[Images with bounding boxes]

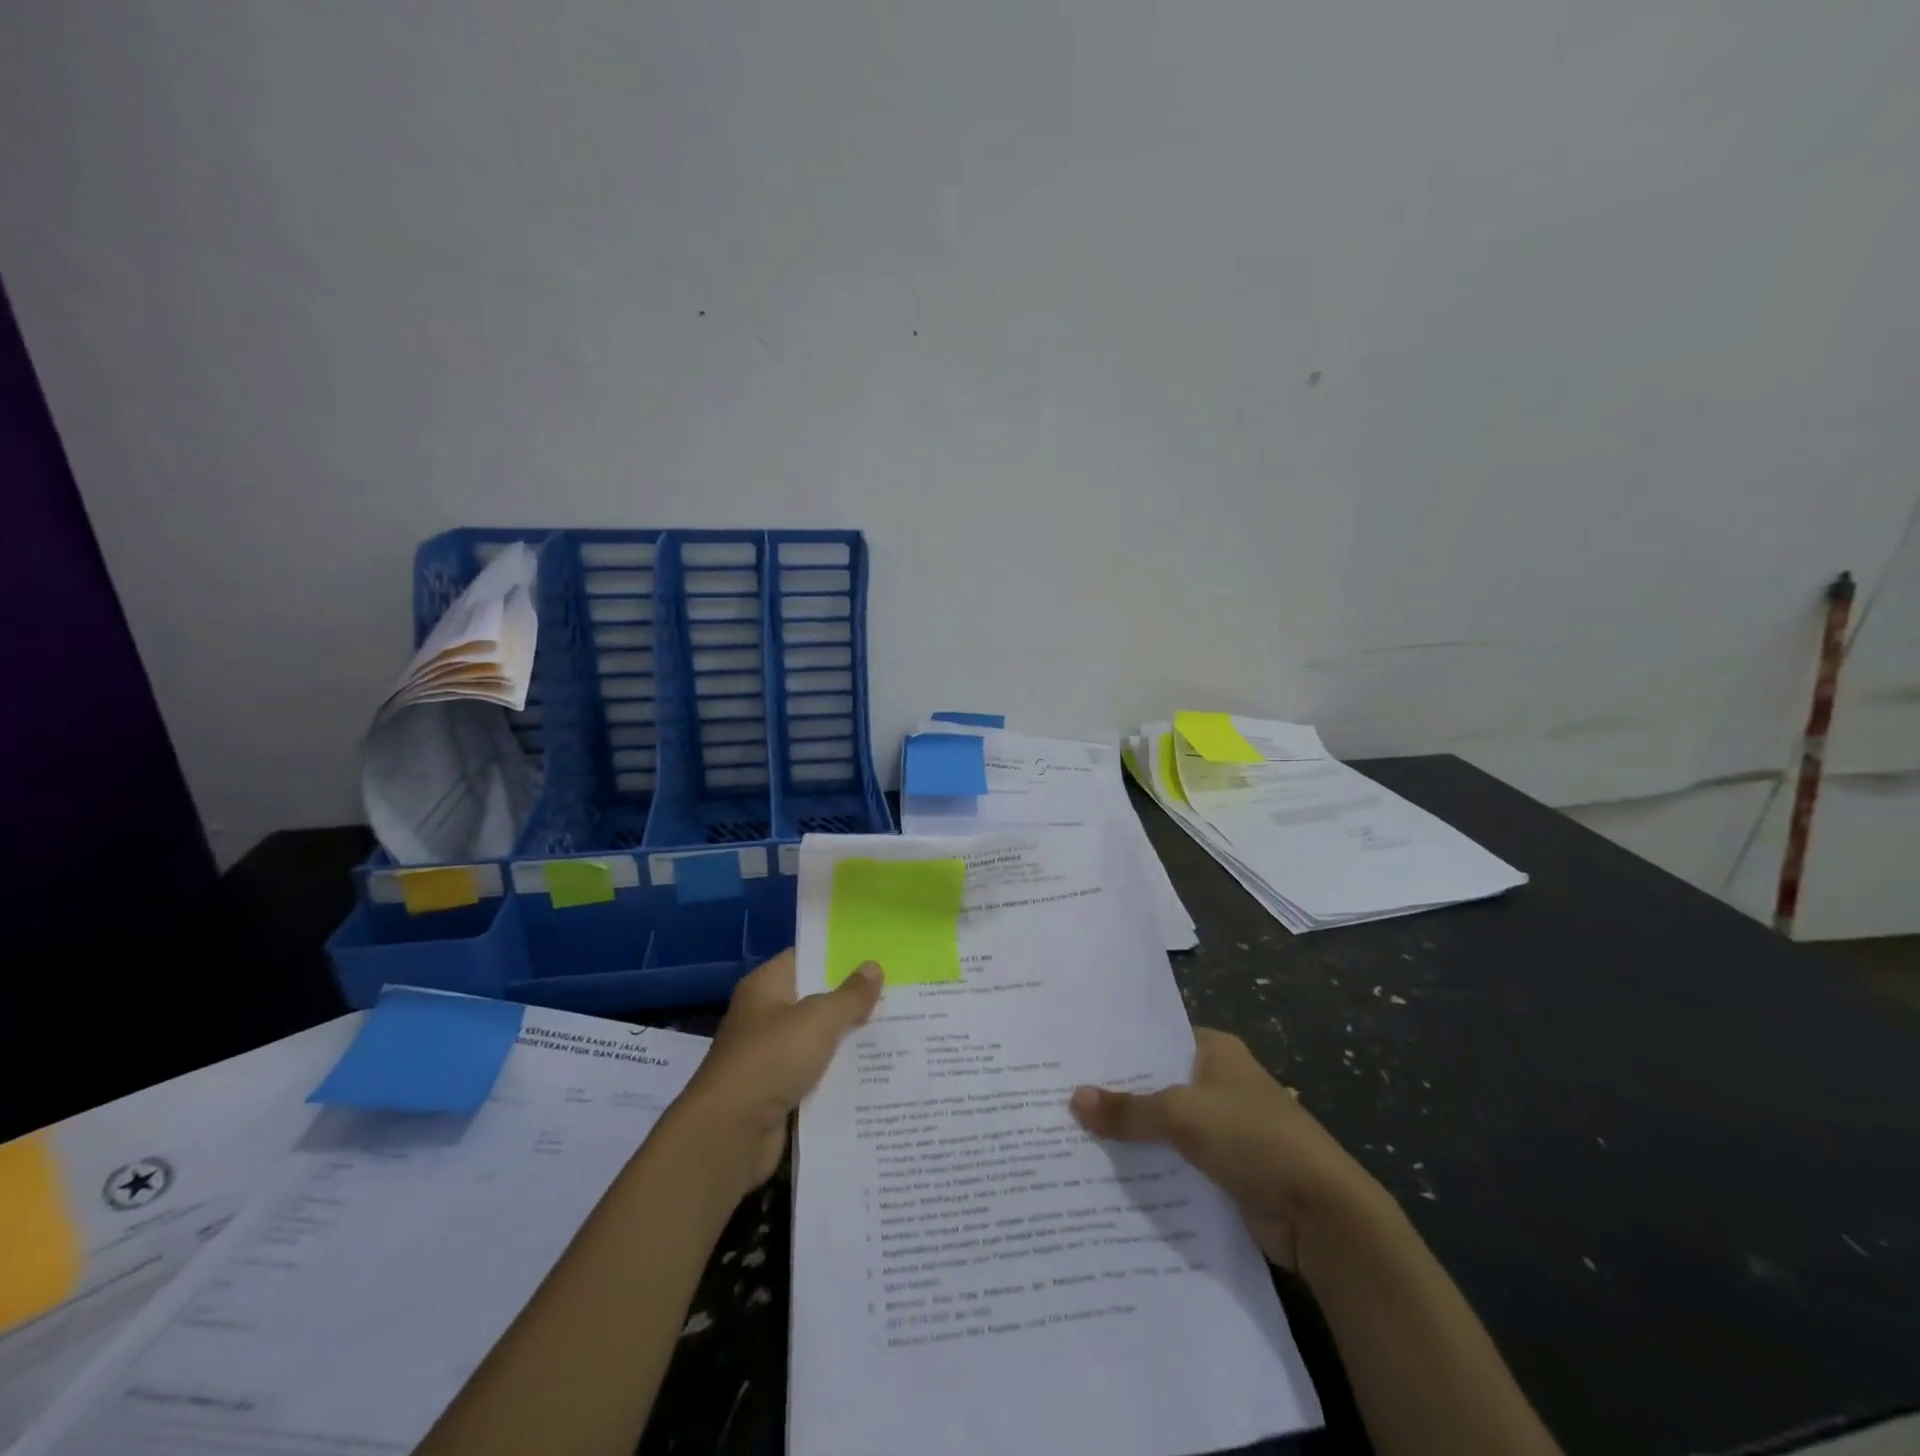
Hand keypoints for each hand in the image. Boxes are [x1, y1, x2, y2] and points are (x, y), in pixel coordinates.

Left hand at [674, 949, 881, 1195]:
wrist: (729, 1134)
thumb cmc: (772, 1058)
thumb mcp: (819, 1019)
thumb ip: (850, 995)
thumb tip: (874, 966)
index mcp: (766, 986)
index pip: (806, 958)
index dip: (839, 956)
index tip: (877, 956)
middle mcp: (765, 1016)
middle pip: (816, 1001)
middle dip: (853, 1001)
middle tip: (898, 996)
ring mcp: (770, 1057)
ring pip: (819, 1041)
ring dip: (850, 1042)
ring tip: (897, 1033)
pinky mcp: (778, 1093)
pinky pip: (817, 1077)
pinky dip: (840, 1077)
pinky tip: (877, 1074)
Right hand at [1071, 1028, 1387, 1273]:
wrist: (1321, 1214)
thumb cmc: (1252, 1139)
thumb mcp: (1182, 1115)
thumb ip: (1129, 1110)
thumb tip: (1074, 1099)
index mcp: (1215, 1050)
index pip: (1155, 1040)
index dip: (1118, 1050)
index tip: (1073, 1058)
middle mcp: (1219, 1082)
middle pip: (1157, 1084)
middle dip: (1118, 1097)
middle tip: (1062, 1101)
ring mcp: (1224, 1127)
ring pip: (1165, 1126)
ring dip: (1133, 1137)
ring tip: (1075, 1139)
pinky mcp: (1226, 1169)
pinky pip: (1178, 1162)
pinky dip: (1153, 1168)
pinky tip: (1111, 1177)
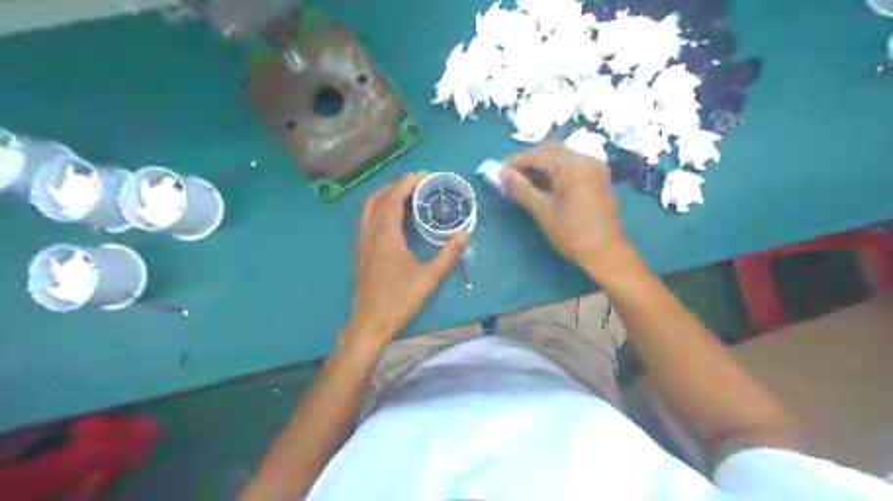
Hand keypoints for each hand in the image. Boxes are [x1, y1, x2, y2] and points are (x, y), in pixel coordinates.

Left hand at [343, 173, 468, 349]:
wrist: (370, 322)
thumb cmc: (399, 300)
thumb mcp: (429, 278)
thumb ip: (447, 255)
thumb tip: (464, 235)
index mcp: (385, 236)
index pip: (393, 199)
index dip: (407, 183)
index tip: (423, 175)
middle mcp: (369, 233)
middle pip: (377, 198)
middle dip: (395, 186)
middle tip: (416, 183)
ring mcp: (361, 242)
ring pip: (368, 208)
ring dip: (385, 196)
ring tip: (405, 196)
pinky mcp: (360, 251)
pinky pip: (366, 220)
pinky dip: (378, 209)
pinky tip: (392, 218)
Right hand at [501, 143, 625, 277]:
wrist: (607, 253)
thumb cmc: (572, 234)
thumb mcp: (542, 211)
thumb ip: (521, 188)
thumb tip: (501, 173)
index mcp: (572, 166)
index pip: (537, 155)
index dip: (515, 161)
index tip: (497, 171)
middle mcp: (586, 159)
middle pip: (550, 150)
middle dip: (528, 161)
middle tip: (509, 176)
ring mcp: (595, 167)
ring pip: (561, 156)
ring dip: (541, 165)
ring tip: (523, 181)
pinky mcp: (598, 177)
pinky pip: (572, 165)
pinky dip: (555, 170)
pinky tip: (543, 184)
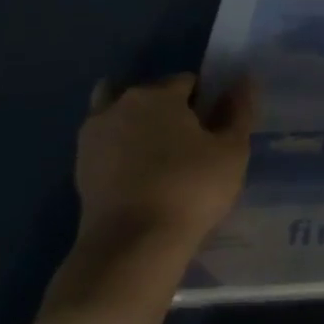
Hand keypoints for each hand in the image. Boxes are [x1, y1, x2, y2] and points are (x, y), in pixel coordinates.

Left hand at [67, 73, 256, 302]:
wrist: (132, 244)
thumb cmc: (192, 188)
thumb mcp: (232, 150)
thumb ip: (239, 110)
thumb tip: (244, 79)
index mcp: (157, 95)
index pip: (187, 82)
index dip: (205, 102)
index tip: (215, 130)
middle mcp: (119, 105)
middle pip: (150, 96)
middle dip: (169, 110)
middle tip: (191, 146)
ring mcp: (93, 136)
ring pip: (120, 116)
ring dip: (137, 126)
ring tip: (161, 158)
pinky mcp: (79, 168)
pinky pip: (107, 145)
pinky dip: (121, 151)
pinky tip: (142, 177)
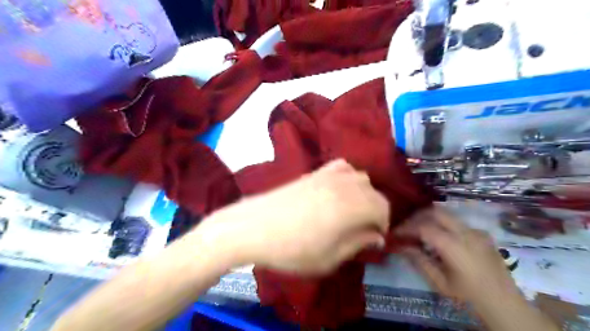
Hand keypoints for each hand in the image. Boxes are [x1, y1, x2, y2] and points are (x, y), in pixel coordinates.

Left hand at [194, 159, 389, 273]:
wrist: (253, 227)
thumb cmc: (291, 249)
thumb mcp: (329, 258)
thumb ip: (358, 243)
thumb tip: (377, 237)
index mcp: (352, 206)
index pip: (383, 208)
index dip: (383, 225)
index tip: (373, 239)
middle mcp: (344, 184)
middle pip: (373, 191)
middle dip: (374, 211)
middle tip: (362, 230)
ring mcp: (328, 174)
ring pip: (360, 177)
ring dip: (363, 194)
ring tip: (351, 211)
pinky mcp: (314, 172)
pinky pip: (341, 167)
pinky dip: (347, 177)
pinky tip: (338, 191)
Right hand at [393, 208, 516, 306]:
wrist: (507, 307)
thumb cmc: (469, 298)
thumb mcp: (440, 283)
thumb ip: (419, 260)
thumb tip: (400, 246)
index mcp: (454, 246)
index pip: (423, 227)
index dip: (406, 228)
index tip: (395, 233)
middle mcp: (466, 233)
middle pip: (435, 212)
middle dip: (417, 217)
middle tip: (406, 228)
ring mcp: (477, 232)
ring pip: (447, 214)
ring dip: (429, 219)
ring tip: (419, 231)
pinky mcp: (483, 235)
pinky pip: (457, 222)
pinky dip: (443, 224)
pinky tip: (439, 238)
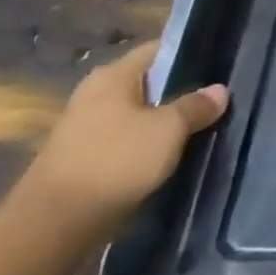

[What you should do] Above are the records; copy exactly the lines from the one with "ring pip: (120, 116)" through the one with "thumb mcp: (329, 258)", including both, and nothing more. Leave out pictures.

[Solution to the problem]
ring pip: (120, 116)
ring dip: (137, 126)
ring tip: (161, 158)
pinky mcp: (79, 168)
pinky pip: (107, 145)
pinky dip: (121, 151)
pinky tip: (142, 177)
Hand keypoints for each hand in the image. Boxes are [x1, y1, x2, y2] and points are (x, y), in pixel coordinates.

Left hand at [194, 159, 389, 273]:
wrist: (253, 227)
thumb cmc: (291, 249)
thumb mcp: (329, 258)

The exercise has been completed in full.